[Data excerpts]

►

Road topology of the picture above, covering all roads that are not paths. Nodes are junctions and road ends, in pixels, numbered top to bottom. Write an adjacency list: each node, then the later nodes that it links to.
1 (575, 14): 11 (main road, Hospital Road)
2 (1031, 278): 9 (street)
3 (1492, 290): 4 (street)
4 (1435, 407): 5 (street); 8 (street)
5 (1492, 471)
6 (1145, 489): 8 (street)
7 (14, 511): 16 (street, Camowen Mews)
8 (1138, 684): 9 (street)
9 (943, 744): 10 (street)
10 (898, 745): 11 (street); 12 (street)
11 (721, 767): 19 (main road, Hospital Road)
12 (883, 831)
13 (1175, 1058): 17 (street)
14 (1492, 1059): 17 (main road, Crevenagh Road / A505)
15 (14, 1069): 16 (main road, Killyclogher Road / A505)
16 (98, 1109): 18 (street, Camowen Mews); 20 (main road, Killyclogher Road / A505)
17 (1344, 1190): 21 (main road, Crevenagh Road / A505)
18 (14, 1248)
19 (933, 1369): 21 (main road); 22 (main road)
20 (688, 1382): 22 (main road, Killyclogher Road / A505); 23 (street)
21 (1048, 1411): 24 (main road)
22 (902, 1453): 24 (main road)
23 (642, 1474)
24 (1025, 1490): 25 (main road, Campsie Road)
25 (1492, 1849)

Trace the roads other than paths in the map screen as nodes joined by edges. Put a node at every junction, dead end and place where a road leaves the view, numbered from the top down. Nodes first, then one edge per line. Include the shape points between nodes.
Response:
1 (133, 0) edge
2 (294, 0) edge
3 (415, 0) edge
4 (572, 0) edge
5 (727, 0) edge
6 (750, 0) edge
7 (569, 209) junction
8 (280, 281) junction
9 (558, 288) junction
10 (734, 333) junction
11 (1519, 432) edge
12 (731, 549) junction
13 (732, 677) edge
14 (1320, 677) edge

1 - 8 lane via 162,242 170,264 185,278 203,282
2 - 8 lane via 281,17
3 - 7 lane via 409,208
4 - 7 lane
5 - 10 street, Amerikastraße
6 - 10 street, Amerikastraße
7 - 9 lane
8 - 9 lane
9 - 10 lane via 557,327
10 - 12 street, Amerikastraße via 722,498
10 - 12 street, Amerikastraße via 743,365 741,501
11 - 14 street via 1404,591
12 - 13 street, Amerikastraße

◄

### [TASK GOAL]
Output all preceding records character for character.

### [EXERCISE OUTPUT]
Road topology of the picture above, covering all roads that are not paths. Nodes are junctions and road ends, in pixels, numbered top to bottom. Write an adjacency list: each node, then the later nodes that it links to.
1 (575, 14): 11 (main road, Hospital Road)
2 (1031, 278): 9 (street)
3 (1492, 290): 4 (street)
4 (1435, 407): 5 (street); 8 (street)
5 (1492, 471)
6 (1145, 489): 8 (street)
7 (14, 511): 16 (street, Camowen Mews)
8 (1138, 684): 9 (street)
9 (943, 744): 10 (street)
10 (898, 745): 11 (street); 12 (street)
11 (721, 767): 19 (main road, Hospital Road)
12 (883, 831)
13 (1175, 1058): 17 (street)
14 (1492, 1059): 17 (main road, Crevenagh Road / A505)
15 (14, 1069): 16 (main road, Killyclogher Road / A505)
16 (98, 1109): 18 (street, Camowen Mews); 20 (main road, Killyclogher Road / A505)
17 (1344, 1190): 21 (main road, Crevenagh Road / A505)
18 (14, 1248)
19 (933, 1369): 21 (main road); 22 (main road)
20 (688, 1382): 22 (main road, Killyclogher Road / A505); 23 (street)
21 (1048, 1411): 24 (main road)
22 (902, 1453): 24 (main road)
23 (642, 1474)
24 (1025, 1490): 25 (main road, Campsie Road)
25 (1492, 1849)

Trace the roads other than paths in the map screen as nodes joined by edges. Put a node at every junction, dead end and place where a road leaves the view, numbered from the top down. Nodes first, then one edge per line. Include the shape points between nodes.
Response:
1 (133, 0) edge
2 (294, 0) edge
3 (415, 0) edge
4 (572, 0) edge
5 (727, 0) edge
6 (750, 0) edge
7 (569, 209) junction
8 (280, 281) junction
9 (558, 288) junction
10 (734, 333) junction
11 (1519, 432) edge
12 (731, 549) junction
13 (732, 677) edge
14 (1320, 677) edge

1 - 8 lane via 162,242 170,264 185,278 203,282
2 - 8 lane via 281,17
3 - 7 lane via 409,208
4 - 7 lane
5 - 10 street, Amerikastraße
6 - 10 street, Amerikastraße
7 - 9 lane
8 - 9 lane
9 - 10 lane via 557,327
10 - 12 street, Amerikastraße via 722,498
10 - 12 street, Amerikastraße via 743,365 741,501
11 - 14 street via 1404,591
12 - 13 street, Amerikastraße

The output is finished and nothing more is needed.